Looking at the pulp sector specifically, LCTPi said there currently are technologies in the pre-commercialization phase that reduce the emissions intensity of pulp processing by up to 70 percent, which could displace processes that use fossil fuels and free up surplus energy from biomass to be exported to the electricity grid.
Three pillars for climate smart agriculture
At COP21, LCTPi introduced a "Statement of Ambition to 2030," which establishes three pillars to promote "climate smart" agriculture. The first pillar, productivity ambition, strives to increase global food security by making 50 percent more nutritional food available through increased production on existing land, protecting ecosystem services and biodiversity, bringing degraded land back into productive use and reducing food loss from field to shelf.

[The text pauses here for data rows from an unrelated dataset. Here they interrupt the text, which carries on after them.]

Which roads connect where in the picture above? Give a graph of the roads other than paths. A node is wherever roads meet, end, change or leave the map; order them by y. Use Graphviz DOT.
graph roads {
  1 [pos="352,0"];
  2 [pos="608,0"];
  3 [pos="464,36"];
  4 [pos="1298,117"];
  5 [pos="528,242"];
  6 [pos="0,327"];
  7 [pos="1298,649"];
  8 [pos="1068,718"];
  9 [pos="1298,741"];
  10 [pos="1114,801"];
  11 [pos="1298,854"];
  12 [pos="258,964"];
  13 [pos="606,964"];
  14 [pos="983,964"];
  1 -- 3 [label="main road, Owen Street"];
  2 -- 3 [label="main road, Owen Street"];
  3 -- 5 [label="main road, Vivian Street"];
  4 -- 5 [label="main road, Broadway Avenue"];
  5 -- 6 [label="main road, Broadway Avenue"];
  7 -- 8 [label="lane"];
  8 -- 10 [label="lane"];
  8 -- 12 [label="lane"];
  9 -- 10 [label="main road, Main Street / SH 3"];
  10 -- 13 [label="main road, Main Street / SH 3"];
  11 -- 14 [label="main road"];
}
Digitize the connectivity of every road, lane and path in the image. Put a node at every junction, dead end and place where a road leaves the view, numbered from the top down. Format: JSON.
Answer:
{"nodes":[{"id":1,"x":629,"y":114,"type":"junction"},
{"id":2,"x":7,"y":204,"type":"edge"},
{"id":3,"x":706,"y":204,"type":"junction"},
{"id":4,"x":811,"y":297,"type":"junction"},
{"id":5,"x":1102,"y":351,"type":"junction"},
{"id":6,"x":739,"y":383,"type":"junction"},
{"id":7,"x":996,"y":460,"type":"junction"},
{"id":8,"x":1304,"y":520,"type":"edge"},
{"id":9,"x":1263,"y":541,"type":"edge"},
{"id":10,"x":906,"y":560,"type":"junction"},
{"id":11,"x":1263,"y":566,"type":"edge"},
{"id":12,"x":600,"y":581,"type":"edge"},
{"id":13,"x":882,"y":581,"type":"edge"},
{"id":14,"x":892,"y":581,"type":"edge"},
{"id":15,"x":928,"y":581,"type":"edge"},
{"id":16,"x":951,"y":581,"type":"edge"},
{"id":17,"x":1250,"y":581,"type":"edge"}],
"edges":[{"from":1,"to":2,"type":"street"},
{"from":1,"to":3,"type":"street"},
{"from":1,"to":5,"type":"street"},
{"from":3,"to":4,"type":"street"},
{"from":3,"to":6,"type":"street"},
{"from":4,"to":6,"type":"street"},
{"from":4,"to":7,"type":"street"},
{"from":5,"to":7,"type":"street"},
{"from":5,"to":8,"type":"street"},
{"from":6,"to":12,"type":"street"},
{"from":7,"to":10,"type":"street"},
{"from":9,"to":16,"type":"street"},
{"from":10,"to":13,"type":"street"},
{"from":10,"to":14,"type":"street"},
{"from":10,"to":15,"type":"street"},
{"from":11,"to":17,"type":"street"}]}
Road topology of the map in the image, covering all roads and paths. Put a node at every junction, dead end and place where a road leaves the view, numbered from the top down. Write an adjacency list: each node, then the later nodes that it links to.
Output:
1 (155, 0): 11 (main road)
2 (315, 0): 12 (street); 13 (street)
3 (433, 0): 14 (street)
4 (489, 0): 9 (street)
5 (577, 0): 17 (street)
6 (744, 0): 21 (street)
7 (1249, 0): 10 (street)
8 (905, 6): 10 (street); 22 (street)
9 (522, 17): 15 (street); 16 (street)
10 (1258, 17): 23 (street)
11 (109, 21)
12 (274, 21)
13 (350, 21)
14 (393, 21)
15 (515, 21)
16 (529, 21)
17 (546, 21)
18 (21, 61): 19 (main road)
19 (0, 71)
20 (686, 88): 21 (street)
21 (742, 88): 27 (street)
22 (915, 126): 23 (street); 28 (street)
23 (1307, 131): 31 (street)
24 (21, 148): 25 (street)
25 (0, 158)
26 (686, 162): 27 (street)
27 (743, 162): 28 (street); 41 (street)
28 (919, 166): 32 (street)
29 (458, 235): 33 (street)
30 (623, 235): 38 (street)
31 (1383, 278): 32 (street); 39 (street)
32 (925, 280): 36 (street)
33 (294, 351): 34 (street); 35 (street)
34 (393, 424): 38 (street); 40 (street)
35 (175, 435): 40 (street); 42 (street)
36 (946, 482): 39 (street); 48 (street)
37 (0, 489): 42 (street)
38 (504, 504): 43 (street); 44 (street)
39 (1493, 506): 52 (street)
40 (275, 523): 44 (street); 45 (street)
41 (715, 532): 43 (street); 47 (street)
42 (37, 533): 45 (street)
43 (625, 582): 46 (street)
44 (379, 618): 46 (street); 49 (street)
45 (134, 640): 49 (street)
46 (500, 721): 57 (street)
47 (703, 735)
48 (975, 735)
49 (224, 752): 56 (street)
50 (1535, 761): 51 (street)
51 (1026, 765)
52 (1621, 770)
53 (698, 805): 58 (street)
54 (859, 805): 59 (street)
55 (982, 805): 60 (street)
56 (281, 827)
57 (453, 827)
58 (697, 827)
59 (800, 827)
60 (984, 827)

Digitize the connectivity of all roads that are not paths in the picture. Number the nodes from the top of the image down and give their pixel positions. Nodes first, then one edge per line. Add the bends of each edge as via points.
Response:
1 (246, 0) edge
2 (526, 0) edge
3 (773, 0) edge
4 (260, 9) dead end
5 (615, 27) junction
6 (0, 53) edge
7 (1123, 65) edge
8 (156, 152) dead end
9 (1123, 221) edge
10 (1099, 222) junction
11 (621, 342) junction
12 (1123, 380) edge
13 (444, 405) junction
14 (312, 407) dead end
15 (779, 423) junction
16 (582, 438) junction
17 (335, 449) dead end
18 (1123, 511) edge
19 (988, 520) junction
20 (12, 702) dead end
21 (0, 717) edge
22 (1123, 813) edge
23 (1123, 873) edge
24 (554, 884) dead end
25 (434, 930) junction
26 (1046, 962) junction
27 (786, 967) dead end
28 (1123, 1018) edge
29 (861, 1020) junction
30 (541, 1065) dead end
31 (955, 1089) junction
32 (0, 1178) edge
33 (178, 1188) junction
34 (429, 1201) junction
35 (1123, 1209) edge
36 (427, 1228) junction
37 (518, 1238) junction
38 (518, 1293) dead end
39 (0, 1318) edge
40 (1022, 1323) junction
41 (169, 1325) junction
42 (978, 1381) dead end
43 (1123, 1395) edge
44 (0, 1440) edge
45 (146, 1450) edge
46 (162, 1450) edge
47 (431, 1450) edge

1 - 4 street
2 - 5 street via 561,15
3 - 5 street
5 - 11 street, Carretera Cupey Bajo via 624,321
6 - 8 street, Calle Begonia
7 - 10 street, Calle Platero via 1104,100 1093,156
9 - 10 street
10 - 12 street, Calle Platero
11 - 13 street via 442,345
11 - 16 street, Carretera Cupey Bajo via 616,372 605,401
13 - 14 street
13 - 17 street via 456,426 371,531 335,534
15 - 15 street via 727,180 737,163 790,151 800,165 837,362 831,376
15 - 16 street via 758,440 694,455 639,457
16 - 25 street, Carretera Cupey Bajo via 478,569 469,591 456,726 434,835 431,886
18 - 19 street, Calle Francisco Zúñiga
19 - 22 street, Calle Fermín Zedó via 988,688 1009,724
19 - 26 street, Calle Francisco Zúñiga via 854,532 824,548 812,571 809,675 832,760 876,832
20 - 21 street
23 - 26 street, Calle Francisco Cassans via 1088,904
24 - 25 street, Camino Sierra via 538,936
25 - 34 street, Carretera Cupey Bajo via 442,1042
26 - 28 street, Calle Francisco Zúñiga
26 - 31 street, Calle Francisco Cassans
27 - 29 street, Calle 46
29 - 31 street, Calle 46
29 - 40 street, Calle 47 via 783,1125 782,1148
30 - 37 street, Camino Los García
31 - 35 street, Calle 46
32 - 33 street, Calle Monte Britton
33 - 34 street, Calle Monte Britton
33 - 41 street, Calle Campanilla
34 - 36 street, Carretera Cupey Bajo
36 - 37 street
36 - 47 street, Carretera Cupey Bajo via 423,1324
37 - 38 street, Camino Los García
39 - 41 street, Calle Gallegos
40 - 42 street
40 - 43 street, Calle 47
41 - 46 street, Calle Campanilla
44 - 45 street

The second pillar is climate change resilience, incomes and livelihoods ambition, which focuses on strengthening the climate resilience of agricultural landscapes and farming communities to successfully adapt to climate change through agroecological approaches appropriate for all scales of farming.
Climate change mitigation ambition, the third and final pillar, calls for reducing emissions by at least 30 percent by 2030. Not all these reductions will be at the farm level, LCTPi said. A major portion also will be achieved through reducing food waste up to the point of sale to the end consumer, in line with WBCSD’s Action 2020 to halve food waste.